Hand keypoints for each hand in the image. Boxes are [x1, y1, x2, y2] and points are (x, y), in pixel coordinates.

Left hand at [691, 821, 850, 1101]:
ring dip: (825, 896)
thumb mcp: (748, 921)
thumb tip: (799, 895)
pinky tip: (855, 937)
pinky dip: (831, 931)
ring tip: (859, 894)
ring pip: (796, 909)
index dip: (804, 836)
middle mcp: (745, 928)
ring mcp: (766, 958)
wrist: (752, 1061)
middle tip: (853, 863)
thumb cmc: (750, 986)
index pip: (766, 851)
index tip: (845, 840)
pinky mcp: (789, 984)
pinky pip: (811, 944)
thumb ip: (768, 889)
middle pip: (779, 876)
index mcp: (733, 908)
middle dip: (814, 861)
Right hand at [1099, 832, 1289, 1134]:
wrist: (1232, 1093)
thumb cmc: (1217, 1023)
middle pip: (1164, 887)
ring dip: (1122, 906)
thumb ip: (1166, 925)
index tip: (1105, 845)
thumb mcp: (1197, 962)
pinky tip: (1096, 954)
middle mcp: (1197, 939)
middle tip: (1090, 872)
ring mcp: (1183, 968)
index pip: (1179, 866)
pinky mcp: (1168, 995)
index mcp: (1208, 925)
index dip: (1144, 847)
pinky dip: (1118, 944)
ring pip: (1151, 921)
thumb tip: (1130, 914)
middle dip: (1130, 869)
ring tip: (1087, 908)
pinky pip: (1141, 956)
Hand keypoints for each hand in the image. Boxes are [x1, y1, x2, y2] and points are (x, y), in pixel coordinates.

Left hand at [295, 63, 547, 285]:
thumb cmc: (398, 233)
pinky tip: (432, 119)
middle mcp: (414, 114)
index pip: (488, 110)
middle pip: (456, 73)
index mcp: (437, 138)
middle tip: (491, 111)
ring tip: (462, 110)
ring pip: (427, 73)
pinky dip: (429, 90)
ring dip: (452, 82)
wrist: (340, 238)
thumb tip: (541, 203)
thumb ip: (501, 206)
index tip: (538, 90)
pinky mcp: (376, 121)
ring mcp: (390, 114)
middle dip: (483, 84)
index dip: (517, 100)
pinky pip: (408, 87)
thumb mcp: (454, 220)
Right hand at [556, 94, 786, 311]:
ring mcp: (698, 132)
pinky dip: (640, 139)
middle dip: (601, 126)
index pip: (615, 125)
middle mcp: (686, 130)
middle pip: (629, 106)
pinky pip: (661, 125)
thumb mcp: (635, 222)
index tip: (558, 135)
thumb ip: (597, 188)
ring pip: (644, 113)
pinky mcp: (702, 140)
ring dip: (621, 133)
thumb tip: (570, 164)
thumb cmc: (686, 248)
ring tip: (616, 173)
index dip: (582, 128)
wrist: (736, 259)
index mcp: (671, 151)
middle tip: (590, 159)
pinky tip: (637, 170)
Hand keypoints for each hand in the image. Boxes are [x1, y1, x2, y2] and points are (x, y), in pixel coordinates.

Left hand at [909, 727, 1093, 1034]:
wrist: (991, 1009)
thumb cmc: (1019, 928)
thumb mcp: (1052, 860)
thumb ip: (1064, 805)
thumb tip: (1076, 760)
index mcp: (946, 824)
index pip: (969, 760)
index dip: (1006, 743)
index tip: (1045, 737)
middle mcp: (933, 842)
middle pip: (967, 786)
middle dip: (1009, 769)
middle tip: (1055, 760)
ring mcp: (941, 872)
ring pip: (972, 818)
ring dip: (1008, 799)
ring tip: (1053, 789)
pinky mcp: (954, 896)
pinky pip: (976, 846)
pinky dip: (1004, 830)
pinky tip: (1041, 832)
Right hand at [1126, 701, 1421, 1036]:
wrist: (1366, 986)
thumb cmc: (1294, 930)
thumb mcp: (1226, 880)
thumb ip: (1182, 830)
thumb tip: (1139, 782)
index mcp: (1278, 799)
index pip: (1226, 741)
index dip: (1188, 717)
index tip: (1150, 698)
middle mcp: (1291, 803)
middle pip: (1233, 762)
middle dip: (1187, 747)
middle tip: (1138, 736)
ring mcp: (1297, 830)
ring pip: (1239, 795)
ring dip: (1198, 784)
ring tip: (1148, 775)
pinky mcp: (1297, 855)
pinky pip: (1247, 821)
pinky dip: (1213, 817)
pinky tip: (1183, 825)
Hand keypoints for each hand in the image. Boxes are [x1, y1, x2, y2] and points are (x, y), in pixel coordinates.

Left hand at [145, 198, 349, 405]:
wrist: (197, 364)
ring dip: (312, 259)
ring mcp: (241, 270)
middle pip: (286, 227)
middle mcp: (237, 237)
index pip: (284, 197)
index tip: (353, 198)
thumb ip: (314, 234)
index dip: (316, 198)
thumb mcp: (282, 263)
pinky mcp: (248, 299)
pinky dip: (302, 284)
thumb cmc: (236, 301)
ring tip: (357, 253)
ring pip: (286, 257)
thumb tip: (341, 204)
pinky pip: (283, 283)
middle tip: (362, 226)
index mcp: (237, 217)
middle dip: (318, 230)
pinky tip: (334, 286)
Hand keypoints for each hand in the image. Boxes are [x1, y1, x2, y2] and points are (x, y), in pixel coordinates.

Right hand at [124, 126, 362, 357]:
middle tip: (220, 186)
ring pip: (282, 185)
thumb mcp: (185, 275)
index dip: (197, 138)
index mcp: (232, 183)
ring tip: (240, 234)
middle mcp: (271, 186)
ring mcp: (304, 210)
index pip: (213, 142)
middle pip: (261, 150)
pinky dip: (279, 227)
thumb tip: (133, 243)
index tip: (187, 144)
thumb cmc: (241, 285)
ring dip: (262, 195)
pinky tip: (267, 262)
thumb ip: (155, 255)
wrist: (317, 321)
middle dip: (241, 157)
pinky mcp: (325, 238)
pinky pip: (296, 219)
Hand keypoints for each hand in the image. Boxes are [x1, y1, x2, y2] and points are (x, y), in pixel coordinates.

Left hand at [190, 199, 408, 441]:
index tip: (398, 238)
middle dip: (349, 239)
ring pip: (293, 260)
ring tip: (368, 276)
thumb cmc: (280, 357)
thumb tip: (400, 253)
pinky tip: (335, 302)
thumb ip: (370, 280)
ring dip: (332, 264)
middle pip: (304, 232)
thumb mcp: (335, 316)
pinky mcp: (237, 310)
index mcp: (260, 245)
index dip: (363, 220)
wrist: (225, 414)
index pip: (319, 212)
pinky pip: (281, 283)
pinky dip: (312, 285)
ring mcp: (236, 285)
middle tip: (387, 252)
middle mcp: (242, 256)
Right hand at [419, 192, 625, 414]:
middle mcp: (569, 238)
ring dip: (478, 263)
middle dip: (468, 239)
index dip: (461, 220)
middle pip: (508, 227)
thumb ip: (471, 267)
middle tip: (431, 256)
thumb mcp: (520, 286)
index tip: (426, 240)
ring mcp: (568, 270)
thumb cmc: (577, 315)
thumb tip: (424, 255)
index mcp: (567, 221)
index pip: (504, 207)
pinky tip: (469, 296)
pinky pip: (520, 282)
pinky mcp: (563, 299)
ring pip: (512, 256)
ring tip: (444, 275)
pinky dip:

__YOUR OBJECTIVE__: What lines of the listing above hold "Left"? Copy all of them.

__EXERCISE OUTPUT__:
Left hand at [691, 821, 850, 1101]:
Left hand at [295, 63, 547, 285]:
Left hand at [909, 727, 1093, 1034]:
Left hand at [145, 198, 349, 405]:
Left hand at [190, 199, 408, 441]:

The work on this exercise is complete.